== What you have to do ==
Using the string "Hill" as the key, pull each matching line out of the records below.

== Record set ==
┄┄┄┄┄┄┄┄┄┄┄┄┄┄┄┄┄┄┄┄

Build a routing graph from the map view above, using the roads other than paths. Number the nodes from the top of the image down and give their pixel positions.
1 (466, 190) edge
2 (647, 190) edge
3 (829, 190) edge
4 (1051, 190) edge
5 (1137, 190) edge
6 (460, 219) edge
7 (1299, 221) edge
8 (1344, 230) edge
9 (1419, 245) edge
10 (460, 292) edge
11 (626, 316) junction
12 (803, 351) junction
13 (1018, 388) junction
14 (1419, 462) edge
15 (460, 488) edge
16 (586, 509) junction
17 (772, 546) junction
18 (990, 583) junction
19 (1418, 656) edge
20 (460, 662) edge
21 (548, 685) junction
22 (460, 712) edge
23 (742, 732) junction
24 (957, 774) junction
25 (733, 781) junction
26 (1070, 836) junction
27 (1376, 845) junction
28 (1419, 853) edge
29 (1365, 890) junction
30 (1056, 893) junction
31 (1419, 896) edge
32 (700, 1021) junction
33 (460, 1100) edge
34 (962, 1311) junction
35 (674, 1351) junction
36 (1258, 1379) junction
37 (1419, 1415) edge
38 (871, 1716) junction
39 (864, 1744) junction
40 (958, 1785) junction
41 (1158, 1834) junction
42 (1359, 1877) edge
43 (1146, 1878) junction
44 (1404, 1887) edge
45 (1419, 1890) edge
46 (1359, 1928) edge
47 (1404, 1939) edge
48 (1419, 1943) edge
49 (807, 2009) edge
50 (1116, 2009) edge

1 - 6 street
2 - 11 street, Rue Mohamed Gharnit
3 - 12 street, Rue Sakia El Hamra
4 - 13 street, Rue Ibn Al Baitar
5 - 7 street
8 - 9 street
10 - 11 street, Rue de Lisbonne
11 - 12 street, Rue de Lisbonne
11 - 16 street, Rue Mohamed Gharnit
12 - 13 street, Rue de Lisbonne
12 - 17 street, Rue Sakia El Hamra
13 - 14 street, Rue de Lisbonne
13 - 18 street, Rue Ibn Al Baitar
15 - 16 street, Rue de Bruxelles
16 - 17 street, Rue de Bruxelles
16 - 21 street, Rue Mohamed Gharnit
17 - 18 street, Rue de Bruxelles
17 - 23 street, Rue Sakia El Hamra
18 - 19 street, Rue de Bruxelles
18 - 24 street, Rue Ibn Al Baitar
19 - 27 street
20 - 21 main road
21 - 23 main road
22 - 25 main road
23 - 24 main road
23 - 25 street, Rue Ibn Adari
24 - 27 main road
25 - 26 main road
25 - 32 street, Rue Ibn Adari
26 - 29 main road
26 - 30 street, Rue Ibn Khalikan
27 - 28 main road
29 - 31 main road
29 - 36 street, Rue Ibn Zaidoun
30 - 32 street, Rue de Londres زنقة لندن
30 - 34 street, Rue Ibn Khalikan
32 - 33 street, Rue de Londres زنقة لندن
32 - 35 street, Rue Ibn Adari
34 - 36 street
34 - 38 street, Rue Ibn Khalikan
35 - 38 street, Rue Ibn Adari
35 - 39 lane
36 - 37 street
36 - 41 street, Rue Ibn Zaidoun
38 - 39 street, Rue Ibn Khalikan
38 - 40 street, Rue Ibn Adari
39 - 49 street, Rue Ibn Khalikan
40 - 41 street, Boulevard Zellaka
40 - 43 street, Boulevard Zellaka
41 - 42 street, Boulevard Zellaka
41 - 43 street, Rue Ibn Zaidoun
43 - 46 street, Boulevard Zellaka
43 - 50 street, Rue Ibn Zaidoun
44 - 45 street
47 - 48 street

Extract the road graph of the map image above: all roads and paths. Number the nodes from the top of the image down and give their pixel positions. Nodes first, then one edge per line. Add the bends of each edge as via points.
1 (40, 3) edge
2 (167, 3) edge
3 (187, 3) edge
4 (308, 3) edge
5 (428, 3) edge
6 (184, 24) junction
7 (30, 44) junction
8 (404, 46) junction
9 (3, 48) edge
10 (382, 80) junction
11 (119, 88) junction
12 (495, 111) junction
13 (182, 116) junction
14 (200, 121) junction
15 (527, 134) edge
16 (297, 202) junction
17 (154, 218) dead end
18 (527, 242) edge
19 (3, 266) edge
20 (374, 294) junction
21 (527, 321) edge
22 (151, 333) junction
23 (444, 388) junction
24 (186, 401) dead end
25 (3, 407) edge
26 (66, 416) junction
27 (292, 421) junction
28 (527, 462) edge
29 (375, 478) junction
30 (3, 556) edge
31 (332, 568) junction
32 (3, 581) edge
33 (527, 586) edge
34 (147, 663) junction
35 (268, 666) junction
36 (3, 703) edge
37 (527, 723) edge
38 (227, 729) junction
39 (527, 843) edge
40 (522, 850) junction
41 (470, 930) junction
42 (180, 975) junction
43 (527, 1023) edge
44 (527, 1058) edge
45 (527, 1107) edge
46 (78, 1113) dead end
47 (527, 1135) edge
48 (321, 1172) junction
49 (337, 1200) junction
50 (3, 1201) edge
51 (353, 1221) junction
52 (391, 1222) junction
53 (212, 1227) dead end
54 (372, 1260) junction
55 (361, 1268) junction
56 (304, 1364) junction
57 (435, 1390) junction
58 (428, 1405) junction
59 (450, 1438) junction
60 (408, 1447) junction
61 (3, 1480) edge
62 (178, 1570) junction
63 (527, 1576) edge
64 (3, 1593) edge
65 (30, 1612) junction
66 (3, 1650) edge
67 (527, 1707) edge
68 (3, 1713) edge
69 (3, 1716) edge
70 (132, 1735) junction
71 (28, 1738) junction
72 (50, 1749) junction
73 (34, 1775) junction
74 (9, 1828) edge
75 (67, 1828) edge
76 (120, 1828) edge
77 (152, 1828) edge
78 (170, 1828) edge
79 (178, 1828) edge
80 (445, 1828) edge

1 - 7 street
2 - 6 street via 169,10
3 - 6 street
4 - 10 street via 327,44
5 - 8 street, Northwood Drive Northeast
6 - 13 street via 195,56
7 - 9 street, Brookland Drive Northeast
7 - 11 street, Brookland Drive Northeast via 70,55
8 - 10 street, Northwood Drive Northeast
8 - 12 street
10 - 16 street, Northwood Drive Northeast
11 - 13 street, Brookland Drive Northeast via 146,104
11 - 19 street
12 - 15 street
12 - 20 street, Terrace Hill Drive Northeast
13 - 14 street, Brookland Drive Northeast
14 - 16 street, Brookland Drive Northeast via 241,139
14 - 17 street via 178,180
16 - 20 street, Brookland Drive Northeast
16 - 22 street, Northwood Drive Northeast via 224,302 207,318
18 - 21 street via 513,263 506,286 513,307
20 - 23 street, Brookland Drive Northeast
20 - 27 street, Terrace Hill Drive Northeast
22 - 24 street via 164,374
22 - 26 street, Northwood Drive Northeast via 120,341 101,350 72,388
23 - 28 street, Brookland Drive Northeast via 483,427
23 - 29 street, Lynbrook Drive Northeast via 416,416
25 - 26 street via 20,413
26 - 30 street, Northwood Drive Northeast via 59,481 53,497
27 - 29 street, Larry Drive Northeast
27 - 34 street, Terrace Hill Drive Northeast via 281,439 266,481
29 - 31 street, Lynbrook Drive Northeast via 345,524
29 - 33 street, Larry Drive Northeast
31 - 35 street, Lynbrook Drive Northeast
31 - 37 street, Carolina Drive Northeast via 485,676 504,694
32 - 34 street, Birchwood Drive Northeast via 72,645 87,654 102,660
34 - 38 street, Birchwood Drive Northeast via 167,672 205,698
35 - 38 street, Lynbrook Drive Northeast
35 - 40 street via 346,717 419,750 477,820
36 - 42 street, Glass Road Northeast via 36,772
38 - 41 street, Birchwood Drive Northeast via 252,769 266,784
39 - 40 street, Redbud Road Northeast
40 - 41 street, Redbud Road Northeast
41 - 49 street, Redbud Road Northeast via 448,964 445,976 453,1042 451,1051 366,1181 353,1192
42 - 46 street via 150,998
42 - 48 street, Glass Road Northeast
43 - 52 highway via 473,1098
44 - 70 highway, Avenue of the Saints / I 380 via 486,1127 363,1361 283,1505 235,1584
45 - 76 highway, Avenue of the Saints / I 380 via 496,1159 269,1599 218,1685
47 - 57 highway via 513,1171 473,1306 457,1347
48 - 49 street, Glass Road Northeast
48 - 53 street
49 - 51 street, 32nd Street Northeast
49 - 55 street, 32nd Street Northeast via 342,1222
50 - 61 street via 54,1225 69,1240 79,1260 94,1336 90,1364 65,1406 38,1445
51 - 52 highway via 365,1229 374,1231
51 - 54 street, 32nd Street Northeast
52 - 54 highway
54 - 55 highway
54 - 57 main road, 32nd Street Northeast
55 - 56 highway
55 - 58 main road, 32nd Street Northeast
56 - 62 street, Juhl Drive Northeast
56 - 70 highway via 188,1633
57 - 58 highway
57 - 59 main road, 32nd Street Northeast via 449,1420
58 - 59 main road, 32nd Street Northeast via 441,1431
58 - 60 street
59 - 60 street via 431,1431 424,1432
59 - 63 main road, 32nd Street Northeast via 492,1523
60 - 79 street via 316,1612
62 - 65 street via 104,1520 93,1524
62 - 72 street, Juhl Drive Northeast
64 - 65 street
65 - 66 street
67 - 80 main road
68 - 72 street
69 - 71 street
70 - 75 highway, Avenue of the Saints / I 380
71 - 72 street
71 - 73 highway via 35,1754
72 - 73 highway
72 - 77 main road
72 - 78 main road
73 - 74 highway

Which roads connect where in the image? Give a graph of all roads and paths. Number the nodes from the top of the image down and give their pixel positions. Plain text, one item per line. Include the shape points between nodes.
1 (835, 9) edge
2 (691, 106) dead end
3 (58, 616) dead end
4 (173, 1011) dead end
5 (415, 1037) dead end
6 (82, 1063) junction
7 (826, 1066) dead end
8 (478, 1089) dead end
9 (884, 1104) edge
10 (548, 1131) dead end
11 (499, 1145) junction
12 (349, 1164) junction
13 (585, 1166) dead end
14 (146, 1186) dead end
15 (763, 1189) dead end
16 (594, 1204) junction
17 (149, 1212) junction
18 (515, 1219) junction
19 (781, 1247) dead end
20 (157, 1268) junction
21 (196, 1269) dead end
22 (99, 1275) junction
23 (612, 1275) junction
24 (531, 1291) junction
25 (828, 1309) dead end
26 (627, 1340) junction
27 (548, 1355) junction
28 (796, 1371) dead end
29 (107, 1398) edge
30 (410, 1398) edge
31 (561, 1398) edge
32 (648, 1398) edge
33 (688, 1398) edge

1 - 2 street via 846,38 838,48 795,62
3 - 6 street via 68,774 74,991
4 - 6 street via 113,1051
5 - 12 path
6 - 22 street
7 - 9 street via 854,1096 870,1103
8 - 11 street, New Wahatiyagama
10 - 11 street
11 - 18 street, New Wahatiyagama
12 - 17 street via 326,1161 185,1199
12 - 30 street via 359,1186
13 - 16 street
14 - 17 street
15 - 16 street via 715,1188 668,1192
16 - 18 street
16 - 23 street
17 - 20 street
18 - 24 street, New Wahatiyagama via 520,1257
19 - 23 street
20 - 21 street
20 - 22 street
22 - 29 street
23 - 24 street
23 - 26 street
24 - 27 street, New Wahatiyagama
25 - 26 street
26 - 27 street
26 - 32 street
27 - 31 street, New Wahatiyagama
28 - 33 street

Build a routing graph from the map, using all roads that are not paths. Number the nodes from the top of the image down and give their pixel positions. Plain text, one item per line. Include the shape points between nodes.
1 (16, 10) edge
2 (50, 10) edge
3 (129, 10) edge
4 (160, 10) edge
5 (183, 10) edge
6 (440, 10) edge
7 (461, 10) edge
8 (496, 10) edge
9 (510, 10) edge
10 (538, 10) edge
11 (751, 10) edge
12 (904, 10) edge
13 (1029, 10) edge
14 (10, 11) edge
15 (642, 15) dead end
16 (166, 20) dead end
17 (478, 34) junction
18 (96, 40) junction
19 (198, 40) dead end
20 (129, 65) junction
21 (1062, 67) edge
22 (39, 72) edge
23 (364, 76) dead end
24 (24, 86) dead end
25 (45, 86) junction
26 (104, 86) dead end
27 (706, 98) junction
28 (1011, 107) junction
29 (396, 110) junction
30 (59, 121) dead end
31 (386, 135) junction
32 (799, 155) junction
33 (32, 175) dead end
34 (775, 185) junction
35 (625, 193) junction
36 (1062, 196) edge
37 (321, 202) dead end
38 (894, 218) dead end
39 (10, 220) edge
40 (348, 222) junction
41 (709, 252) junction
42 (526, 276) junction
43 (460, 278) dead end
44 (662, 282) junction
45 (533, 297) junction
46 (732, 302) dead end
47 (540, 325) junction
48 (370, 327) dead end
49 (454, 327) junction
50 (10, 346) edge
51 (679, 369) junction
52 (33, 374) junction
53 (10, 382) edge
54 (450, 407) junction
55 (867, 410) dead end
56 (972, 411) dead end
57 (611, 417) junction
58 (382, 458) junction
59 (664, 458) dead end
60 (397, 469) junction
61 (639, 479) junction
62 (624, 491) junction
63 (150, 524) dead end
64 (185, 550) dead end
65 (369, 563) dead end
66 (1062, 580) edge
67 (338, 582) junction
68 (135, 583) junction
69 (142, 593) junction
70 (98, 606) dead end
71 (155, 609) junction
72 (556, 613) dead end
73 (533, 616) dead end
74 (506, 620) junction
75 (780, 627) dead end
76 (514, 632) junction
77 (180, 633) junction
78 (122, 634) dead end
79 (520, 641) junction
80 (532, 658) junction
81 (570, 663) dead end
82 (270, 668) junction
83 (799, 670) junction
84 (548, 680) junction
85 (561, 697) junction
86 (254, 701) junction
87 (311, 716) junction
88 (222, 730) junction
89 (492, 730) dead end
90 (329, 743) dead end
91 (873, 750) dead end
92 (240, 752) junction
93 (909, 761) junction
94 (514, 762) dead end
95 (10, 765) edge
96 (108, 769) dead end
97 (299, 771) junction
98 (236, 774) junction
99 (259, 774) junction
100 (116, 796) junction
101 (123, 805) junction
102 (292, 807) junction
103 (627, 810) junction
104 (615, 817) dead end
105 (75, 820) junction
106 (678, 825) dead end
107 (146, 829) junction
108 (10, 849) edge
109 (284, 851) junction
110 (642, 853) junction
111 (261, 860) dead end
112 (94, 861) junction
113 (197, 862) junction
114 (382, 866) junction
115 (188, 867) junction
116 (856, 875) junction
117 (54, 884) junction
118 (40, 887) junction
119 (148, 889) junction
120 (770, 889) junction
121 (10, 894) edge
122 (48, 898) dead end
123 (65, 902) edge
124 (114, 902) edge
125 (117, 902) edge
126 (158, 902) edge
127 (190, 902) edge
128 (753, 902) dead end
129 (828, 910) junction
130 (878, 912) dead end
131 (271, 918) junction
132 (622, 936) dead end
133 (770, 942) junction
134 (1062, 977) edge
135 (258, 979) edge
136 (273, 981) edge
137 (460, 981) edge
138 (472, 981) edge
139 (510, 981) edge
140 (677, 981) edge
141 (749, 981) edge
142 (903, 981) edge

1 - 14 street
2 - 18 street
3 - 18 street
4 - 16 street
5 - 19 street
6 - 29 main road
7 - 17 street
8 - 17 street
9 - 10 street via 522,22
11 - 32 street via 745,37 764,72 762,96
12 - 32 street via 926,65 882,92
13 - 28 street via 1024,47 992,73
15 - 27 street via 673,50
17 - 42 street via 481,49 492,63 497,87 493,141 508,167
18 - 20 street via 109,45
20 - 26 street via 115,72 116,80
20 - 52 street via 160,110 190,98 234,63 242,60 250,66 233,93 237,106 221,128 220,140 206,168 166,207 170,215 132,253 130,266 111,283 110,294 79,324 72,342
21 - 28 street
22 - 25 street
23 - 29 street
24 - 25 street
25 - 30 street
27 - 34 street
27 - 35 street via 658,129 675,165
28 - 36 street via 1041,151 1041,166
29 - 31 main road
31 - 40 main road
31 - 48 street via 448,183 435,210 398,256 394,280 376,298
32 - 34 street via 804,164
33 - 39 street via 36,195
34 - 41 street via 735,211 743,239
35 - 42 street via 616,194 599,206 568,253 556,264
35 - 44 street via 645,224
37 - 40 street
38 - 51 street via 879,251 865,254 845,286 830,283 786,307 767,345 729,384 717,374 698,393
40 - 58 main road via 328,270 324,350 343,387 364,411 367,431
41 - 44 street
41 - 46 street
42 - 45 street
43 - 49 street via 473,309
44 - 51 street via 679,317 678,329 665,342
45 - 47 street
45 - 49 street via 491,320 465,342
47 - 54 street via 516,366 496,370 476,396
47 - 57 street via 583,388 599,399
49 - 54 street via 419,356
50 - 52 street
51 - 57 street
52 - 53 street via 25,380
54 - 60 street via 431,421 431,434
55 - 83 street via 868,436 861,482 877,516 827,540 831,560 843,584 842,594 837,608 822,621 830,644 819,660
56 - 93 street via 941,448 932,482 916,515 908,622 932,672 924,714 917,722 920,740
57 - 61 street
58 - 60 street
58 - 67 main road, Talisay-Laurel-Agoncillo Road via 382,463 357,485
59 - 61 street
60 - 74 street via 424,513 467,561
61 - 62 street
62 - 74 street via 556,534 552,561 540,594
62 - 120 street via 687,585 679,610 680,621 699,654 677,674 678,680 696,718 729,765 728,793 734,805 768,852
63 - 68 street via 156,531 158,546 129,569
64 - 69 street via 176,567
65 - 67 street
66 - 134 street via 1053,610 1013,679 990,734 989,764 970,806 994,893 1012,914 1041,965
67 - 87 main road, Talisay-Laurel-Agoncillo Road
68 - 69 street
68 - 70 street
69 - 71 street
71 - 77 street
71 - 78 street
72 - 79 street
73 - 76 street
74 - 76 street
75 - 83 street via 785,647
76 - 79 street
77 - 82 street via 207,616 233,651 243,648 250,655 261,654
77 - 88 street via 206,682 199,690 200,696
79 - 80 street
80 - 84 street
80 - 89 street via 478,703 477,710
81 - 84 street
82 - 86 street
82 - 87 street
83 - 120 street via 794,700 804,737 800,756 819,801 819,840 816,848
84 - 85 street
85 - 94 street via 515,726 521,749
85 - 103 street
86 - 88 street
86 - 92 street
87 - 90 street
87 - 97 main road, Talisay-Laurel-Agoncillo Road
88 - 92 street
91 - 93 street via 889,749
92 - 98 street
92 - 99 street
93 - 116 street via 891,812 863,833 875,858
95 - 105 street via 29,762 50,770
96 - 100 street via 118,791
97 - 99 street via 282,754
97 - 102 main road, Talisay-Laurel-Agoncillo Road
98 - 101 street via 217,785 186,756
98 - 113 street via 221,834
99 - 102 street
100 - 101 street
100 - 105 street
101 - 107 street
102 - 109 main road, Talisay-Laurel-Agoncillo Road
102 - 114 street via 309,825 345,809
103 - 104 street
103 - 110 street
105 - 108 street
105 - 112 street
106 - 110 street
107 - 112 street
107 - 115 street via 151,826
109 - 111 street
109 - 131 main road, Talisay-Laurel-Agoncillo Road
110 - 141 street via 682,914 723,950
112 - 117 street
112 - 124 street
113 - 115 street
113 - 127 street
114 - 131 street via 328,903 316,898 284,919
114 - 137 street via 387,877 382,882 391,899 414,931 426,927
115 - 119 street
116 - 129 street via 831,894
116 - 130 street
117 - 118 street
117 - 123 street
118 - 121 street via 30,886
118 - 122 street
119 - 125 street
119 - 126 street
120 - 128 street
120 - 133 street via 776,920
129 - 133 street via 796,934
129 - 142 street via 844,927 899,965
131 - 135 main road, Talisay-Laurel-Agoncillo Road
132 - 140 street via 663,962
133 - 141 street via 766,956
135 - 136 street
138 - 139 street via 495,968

┄┄┄┄┄┄┄┄┄┄┄┄┄┄┄┄┄┄┄┄

== Answer area ==
12 - 20 street, Terrace Hill Drive Northeast
20 - 27 street, Terrace Hill Drive Northeast
27 - 34 street, Terrace Hill Drive Northeast via 281,439 266,481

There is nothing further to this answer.